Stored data

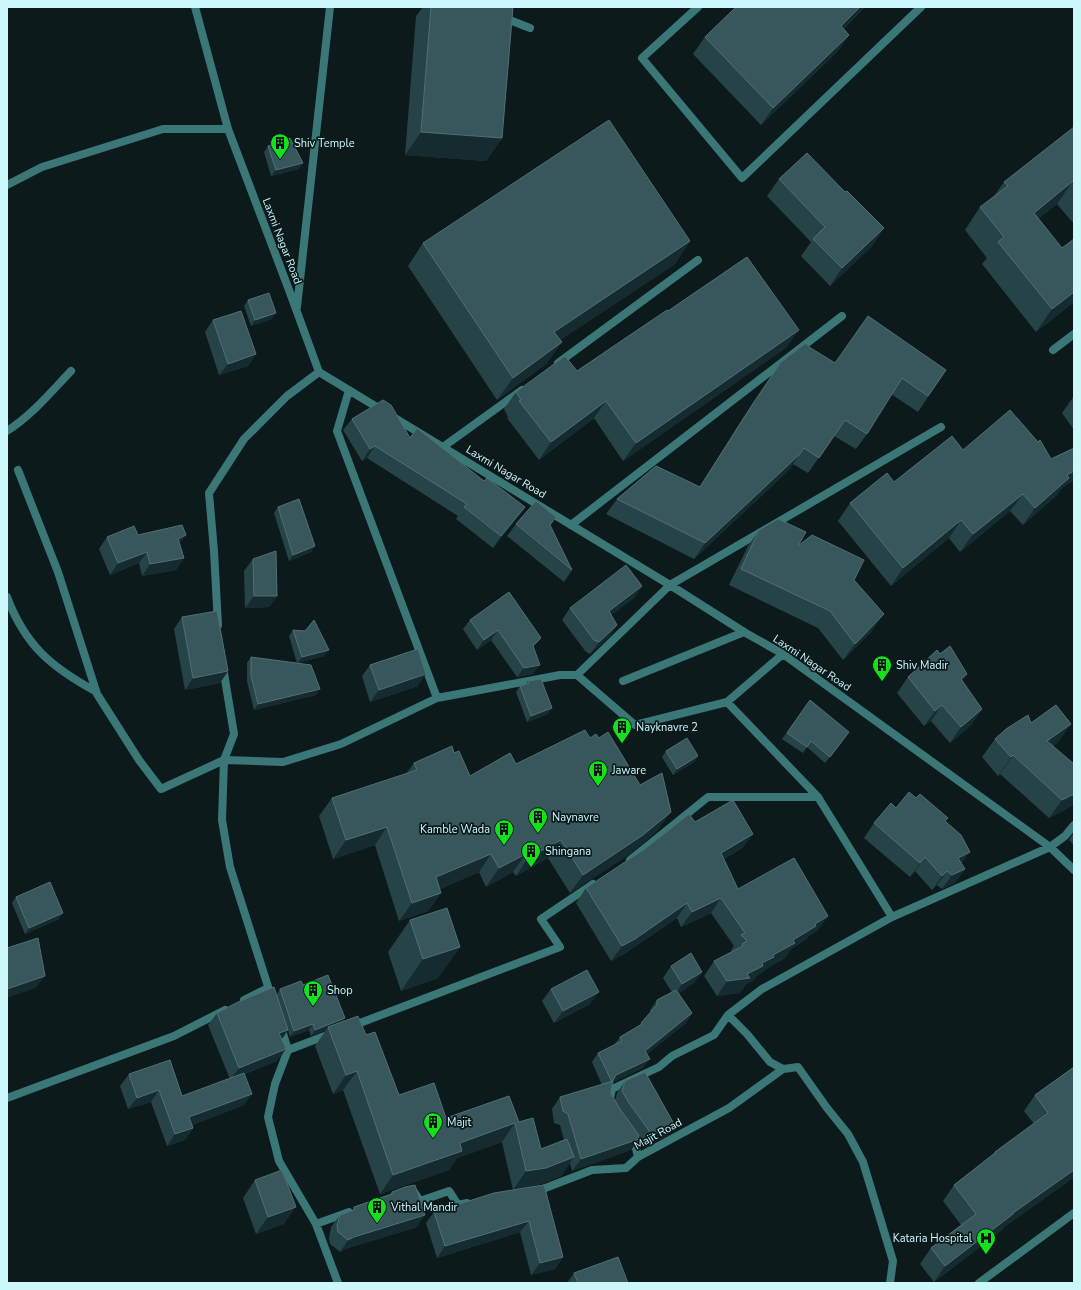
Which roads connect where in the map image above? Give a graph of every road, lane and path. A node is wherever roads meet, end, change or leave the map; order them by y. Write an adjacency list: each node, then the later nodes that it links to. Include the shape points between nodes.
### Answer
1 (195, 7): 7 (street, Laxmi Nagar Road)
2 (330, 7): 10 (street)
3 (698, 7): 4 (street, via 642,58 742,178)
4 (921, 7)
5 (495, 15): 6 (street)
6 (530, 28)
7 (228, 129): 8 (street, via 164,129 42,167); 10 (street, Laxmi Nagar Road)
8 (7, 185)
9 (698, 260): 14 (street)
10 (297, 310): 16 (street, Laxmi Nagar Road)
11 (842, 316): 23 (street)
12 (1074, 334): 13 (street)
13 (1053, 350)
14 (552, 368)
15 (71, 370): 20 (street, via 41,403)
16 (318, 372): 18 (street, Laxmi Nagar Road); 26 (street, via 287,396 244,439 210,493)
17 (526, 386): 21 (street)
18 (349, 390): 21 (street, Laxmi Nagar Road); 33 (street, via 336,431)
19 (941, 427): 24 (street)
20 (7, 431)
21 (443, 447): 23 (street, Laxmi Nagar Road)
22 (18, 470): 32 (street, via 58,572)
23 (571, 525): 24 (street, Laxmi Nagar Road)
24 (670, 585): 27 (street, Laxmi Nagar Road); 30 (street)
25 (7, 597): 32 (street, via 28,638 50,662)
26 (218, 630)
27 (744, 632): 28 (street, Laxmi Nagar Road); 31 (street)
28 (783, 654): 34 (street); 38 (street, Laxmi Nagar Road)
29 (222, 660): 35 (street, via 234,734)
30 (577, 675): 33 (street, via 560,675); 34 (street, via 635,725)
31 (623, 681)
32 (95, 691): 35 (street, via 139,760 161,789)
33 (437, 698): 35 (street, via 341,744 283,762)
34 (727, 702): 36 (street)
35 (224, 760): 43 (street, via 222,820 230,867)
36 (818, 797): 39 (street, via 708,797); 42 (street)
37 (1074, 826): 38 (street)
38 (1050, 847): 40 (street, Laxmi Nagar Road); 42 (street)
39 (620, 866)
40 (1074, 870)
41 (600, 880): 45 (street, via 541,919 560,947)
42 (892, 918): 44 (street, via 762,989)
43 (268, 988): 45 (street); 47 (street, via 174,1036)
44 (728, 1015): 46 (street, via 770,1062); 48 (street, via 714,1035 672,1056 659,1067 612,1089 608,1103)
45 (288, 1050): 56 (street, via 275,1084 268,1117 279,1161)
46 (783, 1069): 50 (street, Majit Road, via 729,1108); 58 (street, via 798,1067 848,1134 864,1162 893,1261)
47 (7, 1098)
48 (614, 1113)
49 (626, 1131): 50 (street, via 636,1144)
50 (638, 1157): 52 (street, Majit Road, via 626,1168 592,1170)
51 (407, 1191): 53 (street, via 414,1190 420,1201 449,1191 458,1205)
52 (526, 1193)
53 (472, 1202)
54 (360, 1208): 56 (street)
55 (1074, 1213): 59 (street)
56 (316, 1224): 57 (street)
57 (338, 1283)
58 (890, 1283)
59 (979, 1283)

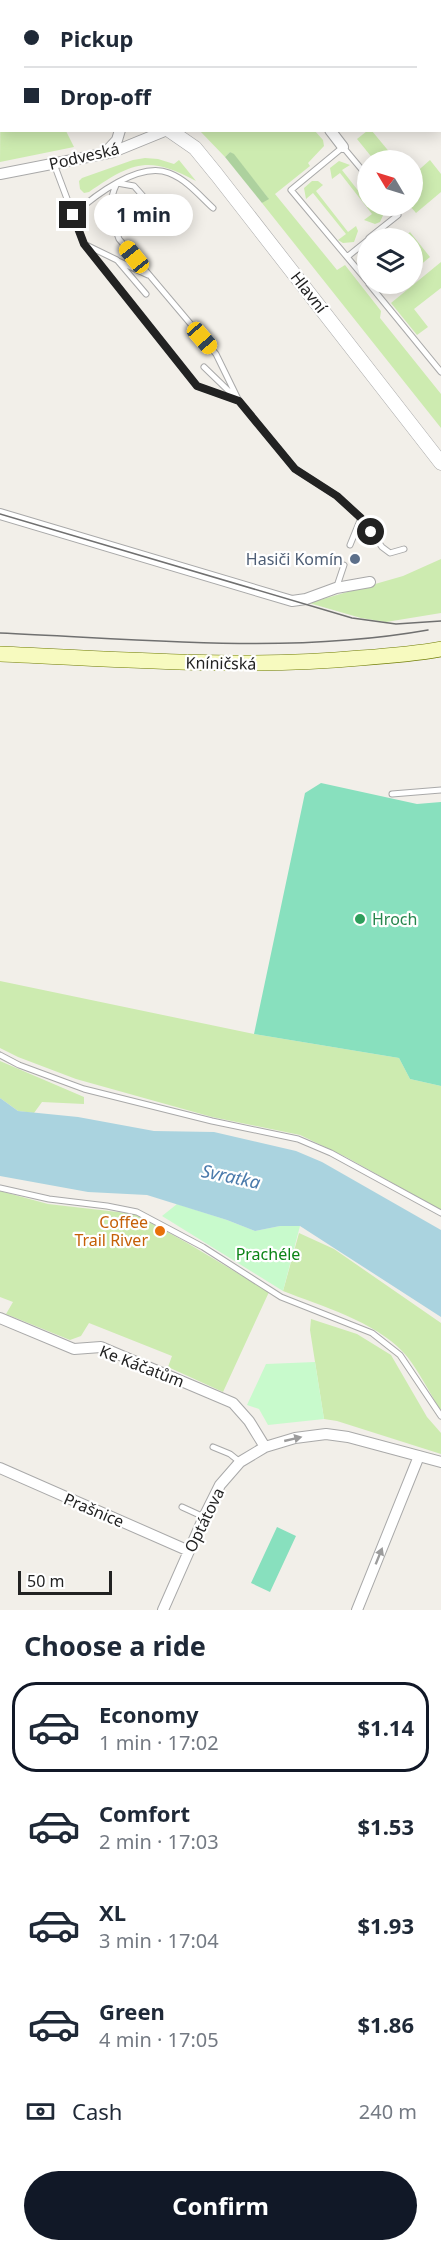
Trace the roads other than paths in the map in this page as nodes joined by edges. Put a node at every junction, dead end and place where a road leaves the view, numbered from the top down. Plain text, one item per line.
1 (119, 132) edge
2 (163, 132) edge
3 (171, 132) edge
4 (332, 132) edge
5 (343, 147) junction
6 (105, 153) junction
7 (54, 164) junction
8 (357, 164) edge
9 (0, 174) edge
10 (117, 183) junction
11 (151, 205) dead end
12 (213, 208) dead end
13 (73, 215) junction
14 (397, 216) edge
15 (382, 228) edge
16 (84, 244) junction
17 (357, 248) edge
18 (347, 257) junction
19 (117, 260) junction
20 (357, 269) edge
21 (149, 275) junction
22 (146, 294) dead end
23 (377, 294) edge
24 (204, 367) dead end
25 (441, 372) edge
26 (239, 401) junction
27 (441, 463) edge
28 (0, 514) edge
29 (361, 518) junction
30 (350, 544) dead end
31 (404, 549) dead end
32 (344, 565) dead end
33 (370, 582) dead end
34 (336, 588) junction
35 (441, 649) edge
36 (0, 654) edge
37 (441, 790) edge
38 (392, 794) dead end
39 (0, 1055) edge
40 (0, 1188) edge
41 (441, 1213) edge
42 (0, 1318) edge
43 (441, 1416) edge
44 (213, 1447) dead end
45 (265, 1447) junction
46 (419, 1456) junction
47 (240, 1462) junction
48 (441, 1462) edge
49 (0, 1468) edge
50 (182, 1507) dead end
51 (204, 1517) junction
52 (189, 1551) junction
53 (162, 1610) edge
54 (357, 1610) edge

1 - 6 street
2 - 6 street, Podveská
3 - 27 street, Hlavní
4 - 5 street
5 - 8 lane
5 - 18 lane
6 - 7 street, Podveská
7 - 9 street, Podveská
7 - 13 lane
10 - 11 lane
10 - 12 lane
10 - 13 lane
10 - 21 lane
13 - 16 lane
14 - 15 lane
16 - 19 lane
16 - 26 lane
17 - 18 lane
18 - 20 lane
19 - 21 lane
19 - 22 lane
21 - 26 lane
23 - 25 lane
24 - 26 lane
26 - 29 lane
28 - 34 street
29 - 30 lane
29 - 31 lane
32 - 34 lane
33 - 34 street
35 - 36 main road, Kníničská
37 - 38 lane
39 - 41 lane
40 - 43 lane
42 - 45 street, Ke Káčatům
44 - 47 lane
45 -> 46 street, Optátova
45 - 47 street, Optátova
46 - 48 street, Optátova
54 -> 46 street
47 - 51 street, Optátova
49 - 52 street, Prašnice
50 - 51 lane
51 - 52 street, Optátova
52 - 53 street, Optátova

(Work to complete):
Among the lines above, find those holding the word "Majit" and state how many there are, number only.

(Solution to this exercise):
2